The Boise Bard Players, loftily setting their cap at this ursine play have bits aplenty and the enthusiasm to kick and drive any donnish humor through the goal post of intelligibility and a hearty laugh from the audience. A jousting of wits between two of the Princess’s attendance Katherine (Athena Hoxsey) and Rosaline (Tiara Thompson) takes a riff on the multitudinous meaning of “light” and “dark” and make each zinger zing. Or the redoubtable scholars, Holofernes (Luke Massengill) and Sir Nathaniel (Mat Bunk), to whom fall the lions share of latin jokes spice them up with high pitched shrieks of outrage and mercilessly iambic pentameterly correct poems. There’s also a brave juggling of hats that keeps the over-story of the play fresh and zesty: Massengill and Bunk also double as Longaville and Dumaine, hapless, lovelorn lords lead by the heart into crazy scrapes, while Hoxsey tempers the arch and high class Katherine with the saucy maid Jacquenetta. Even the Princess doubles as snack ready Constable Dull.
The center of this is the ongoing duel between Rosaline, France’s foremost wit, and Berowne (Asa Warnock), the court’s philosophical japester. Berowne is a notoriously difficult and delicious role; a mix Benedict’s swagger and Jaques’s weariness, shot through the heart by Cupid’s arrow and set to stumbling. Warnock treads the line with delighted revelry, spinning about and collating over the stage, while Thompson, in expert patter-fast conversational Shakespearian continues to put her suitor, and all other comers, on their posteriors with wry grace and admirable clarity.

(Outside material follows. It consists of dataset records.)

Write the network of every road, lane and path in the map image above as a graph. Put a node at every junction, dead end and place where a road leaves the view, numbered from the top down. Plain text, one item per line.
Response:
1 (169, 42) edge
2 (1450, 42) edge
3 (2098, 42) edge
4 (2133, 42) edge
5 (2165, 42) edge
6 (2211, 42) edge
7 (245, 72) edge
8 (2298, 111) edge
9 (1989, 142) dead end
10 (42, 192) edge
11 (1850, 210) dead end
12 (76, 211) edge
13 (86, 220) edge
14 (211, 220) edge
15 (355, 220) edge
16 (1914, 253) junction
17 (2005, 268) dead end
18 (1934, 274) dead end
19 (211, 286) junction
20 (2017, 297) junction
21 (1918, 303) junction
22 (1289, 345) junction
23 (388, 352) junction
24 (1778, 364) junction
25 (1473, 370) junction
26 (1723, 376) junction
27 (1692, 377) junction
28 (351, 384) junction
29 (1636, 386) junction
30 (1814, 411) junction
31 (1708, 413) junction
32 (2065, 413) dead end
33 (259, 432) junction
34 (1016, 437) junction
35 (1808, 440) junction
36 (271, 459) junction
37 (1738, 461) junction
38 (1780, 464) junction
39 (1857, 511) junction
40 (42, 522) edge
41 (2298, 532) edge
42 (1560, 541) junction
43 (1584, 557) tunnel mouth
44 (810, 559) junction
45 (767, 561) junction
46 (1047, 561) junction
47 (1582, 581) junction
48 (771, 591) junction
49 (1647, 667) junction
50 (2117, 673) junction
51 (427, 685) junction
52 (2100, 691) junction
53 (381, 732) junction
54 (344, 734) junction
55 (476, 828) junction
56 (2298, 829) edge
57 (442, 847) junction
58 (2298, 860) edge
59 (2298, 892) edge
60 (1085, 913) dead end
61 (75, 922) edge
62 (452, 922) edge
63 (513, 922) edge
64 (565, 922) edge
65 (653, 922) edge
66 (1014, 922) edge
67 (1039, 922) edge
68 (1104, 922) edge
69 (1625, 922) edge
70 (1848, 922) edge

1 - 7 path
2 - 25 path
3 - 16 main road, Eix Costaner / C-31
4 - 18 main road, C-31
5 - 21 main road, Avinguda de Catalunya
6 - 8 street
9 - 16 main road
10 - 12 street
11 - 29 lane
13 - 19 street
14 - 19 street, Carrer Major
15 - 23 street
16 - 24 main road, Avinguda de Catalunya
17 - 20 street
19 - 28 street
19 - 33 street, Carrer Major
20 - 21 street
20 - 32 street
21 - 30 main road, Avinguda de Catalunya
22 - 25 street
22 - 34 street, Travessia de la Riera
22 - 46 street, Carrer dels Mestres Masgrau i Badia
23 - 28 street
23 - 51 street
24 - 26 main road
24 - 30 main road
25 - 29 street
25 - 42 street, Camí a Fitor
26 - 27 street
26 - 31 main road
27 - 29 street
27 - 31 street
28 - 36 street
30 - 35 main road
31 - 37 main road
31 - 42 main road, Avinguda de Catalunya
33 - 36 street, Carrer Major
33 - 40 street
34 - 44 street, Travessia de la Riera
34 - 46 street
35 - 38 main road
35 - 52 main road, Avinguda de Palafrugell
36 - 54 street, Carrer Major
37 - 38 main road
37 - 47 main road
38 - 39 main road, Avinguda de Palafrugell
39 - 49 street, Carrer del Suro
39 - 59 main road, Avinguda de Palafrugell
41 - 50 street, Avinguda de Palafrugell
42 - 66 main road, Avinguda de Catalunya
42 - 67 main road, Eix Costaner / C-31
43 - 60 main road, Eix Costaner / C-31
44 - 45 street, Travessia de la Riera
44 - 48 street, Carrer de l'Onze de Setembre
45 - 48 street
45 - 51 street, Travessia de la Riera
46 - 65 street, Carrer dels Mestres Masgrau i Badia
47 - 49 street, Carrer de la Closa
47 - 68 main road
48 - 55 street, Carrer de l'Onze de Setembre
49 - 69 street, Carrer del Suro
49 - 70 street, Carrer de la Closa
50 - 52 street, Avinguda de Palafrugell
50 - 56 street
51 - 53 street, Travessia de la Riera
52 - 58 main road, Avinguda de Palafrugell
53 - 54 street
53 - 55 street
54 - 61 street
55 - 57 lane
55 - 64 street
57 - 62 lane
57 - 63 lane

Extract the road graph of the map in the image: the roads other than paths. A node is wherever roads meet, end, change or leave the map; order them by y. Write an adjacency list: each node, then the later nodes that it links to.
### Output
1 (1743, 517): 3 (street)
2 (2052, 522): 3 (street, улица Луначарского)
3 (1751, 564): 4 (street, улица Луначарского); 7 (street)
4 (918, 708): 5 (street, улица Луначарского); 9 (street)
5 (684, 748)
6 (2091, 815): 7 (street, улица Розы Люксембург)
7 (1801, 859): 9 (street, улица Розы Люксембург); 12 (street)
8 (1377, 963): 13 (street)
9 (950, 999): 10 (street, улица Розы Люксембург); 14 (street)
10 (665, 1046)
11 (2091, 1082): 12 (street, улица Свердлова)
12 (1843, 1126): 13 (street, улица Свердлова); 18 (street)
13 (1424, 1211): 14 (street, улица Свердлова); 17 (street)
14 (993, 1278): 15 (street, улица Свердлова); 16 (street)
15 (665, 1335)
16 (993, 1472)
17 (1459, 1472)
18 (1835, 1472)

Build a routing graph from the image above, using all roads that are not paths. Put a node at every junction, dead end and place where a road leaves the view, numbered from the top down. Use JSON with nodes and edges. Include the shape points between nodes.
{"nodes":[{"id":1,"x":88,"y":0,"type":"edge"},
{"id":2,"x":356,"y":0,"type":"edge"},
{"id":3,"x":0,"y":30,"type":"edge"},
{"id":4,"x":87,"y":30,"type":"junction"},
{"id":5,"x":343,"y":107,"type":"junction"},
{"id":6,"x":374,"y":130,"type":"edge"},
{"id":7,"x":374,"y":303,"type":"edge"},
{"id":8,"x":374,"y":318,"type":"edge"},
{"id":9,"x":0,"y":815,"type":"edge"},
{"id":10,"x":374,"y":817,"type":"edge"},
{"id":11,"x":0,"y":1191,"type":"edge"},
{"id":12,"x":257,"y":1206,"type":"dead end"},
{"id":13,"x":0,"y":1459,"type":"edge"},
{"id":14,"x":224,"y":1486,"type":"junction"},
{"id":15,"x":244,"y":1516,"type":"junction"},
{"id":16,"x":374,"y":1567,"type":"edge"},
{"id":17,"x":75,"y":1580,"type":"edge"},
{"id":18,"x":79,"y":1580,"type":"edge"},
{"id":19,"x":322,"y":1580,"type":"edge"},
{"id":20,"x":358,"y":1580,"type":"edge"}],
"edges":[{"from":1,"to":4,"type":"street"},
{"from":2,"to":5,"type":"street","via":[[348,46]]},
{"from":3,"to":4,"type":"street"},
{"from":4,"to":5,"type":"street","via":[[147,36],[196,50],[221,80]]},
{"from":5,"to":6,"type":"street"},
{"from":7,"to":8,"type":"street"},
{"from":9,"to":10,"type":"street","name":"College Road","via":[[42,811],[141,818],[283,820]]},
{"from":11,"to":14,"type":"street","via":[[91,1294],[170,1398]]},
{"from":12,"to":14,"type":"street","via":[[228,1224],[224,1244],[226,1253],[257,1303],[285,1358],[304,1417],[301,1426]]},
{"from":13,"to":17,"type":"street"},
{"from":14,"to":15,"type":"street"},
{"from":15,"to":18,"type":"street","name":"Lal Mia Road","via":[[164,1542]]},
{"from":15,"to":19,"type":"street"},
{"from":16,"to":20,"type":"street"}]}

For all its posturing on male pride and longing, Loves Labors Lost (as a script) comes alive when the Women show up. Despite King Ferdinand’s attempt at scholarly utopia his counterpart and her attendants are streets ahead. Hawker and Meyer have a mirrored sense of fun and wit throughout the play: his eyes glittering with fun and stepping out his decrees, her gleefully cackling and summoning her troops to make mischief. But in the plays sudden fifth act genre change and tone skid (a famously difficult moment to master), it is the Princess who steps up to the plate as a true lover and a true ruler while the King is left floundering (which Hawker portrays admirably). While Berowne and the rest are made animals by their desires, the girls can have their fun and their frolic too as mindful masters of their own hearts. Moreover, the call of their stations, beyond the fields of Navarre, find none of them wanting. It’s a side of the play that keeps it, for all its weird comedy and hurtful snipes, a thing that is worthy of its four hundred plus year place in the cannon and which the Boise Bard Players hit just right.
*Far from a vulgarity this is a legitimate term of measurement meaning carrying at least 450 liters worth of humorous bits.